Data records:
#####
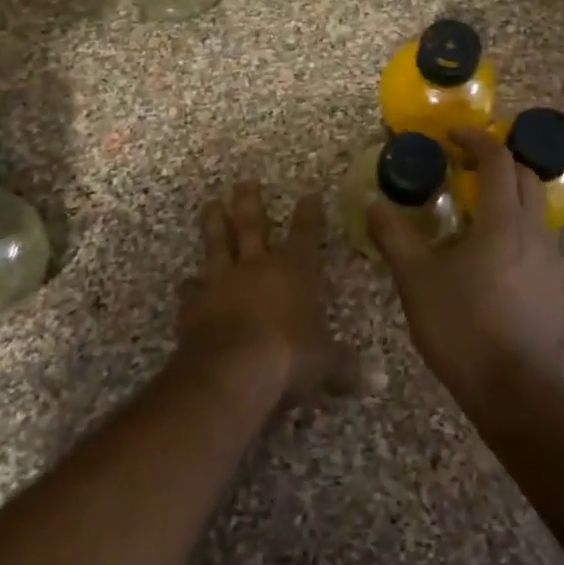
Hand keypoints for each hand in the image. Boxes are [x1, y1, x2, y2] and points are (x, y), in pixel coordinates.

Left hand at [177, 182, 362, 406]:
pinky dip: (190, 285)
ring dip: (215, 223)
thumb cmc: (289, 358)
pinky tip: (186, 283)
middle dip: (250, 202)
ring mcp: (222, 281)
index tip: (309, 194)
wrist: (233, 370)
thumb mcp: (325, 365)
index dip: (309, 214)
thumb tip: (377, 382)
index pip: (305, 234)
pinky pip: (191, 288)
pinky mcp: (195, 303)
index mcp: (294, 271)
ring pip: (217, 243)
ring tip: (211, 204)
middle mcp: (257, 266)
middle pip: (253, 224)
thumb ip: (346, 367)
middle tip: (245, 182)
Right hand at [368, 129, 563, 407]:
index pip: (498, 161)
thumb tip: (373, 203)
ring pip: (536, 209)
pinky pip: (538, 239)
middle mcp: (535, 232)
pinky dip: (516, 227)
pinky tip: (491, 254)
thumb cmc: (462, 327)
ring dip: (509, 195)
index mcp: (503, 222)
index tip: (453, 136)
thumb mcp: (415, 280)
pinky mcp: (555, 286)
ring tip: (475, 209)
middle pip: (527, 177)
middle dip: (499, 162)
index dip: (476, 140)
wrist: (515, 390)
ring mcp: (551, 260)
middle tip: (466, 166)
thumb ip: (393, 236)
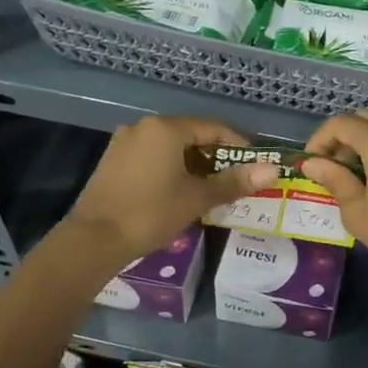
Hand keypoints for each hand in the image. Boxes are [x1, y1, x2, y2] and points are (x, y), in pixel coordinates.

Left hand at [65, 116, 278, 263]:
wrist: (94, 240)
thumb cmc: (151, 213)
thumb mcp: (198, 198)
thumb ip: (235, 182)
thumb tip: (273, 170)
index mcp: (166, 128)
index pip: (214, 128)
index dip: (238, 147)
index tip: (254, 167)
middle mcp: (144, 127)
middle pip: (192, 136)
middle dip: (216, 158)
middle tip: (235, 182)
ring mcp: (125, 143)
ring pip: (171, 148)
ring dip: (194, 165)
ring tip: (211, 190)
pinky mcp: (114, 161)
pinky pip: (153, 157)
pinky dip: (172, 169)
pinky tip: (180, 192)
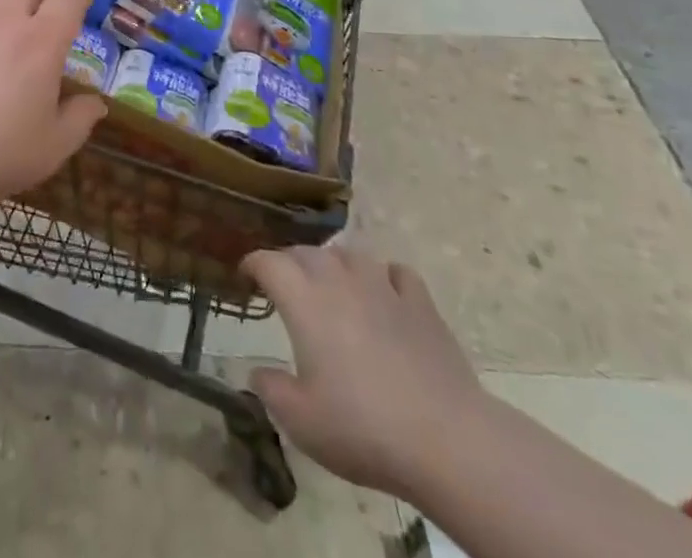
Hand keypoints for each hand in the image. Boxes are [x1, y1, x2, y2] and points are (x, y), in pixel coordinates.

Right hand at [242, 246, 485, 498]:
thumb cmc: (363, 428)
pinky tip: (385, 292)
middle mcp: (339, 281)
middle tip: (285, 284)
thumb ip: (272, 390)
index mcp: (305, 301)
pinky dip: (384, 276)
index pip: (269, 262)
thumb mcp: (302, 422)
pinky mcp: (420, 302)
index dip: (253, 264)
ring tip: (331, 282)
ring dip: (334, 262)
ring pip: (350, 254)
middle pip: (307, 252)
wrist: (445, 439)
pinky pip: (396, 273)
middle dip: (290, 261)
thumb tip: (258, 372)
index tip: (246, 275)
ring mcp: (383, 287)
#####
Task statement: Reproduce exactly, without any picture, the lines from the one bearing "thumb ip: (235, 182)" to the last line of the records above.

Answer below:
thumb ip: (235, 182)
thumb tip: (273, 170)
index mcp: (166, 128)
index pip: (214, 128)
index dip: (238, 147)
index tip: (254, 167)
middle mcp: (144, 127)
middle pip: (192, 136)
middle dip: (216, 158)
middle tip: (235, 182)
ring mcp: (125, 143)
ring pip: (171, 148)
ring dip: (194, 165)
ring tip: (211, 190)
pinky mcp: (114, 161)
pinky pip: (153, 157)
pinky dip: (172, 169)
pinky tip: (180, 192)
Hand keypoints for each hand in the image. Boxes are [x1, y1, x2, y2] and points are (x, y), in pixel coordinates.

Right hand at [242, 246, 485, 498]:
thumb cmc: (363, 428)
pinky tip: (385, 292)
middle mcp: (339, 281)
middle tip: (285, 284)
thumb ip: (272, 390)
index mcp: (305, 301)
pinky dip: (384, 276)
index pip: (269, 262)
thumb mcp: (302, 422)
pinky mcp: (420, 302)
index dip: (253, 264)
ring tip: (331, 282)
ring dip: (334, 262)
ring pip: (350, 254)
middle pip: (307, 252)
wrist: (445, 439)
pinky pip: (396, 273)
middle dip: (290, 261)
thumb tip: (258, 372)
index tip: (246, 275)
ring mcp: (383, 287)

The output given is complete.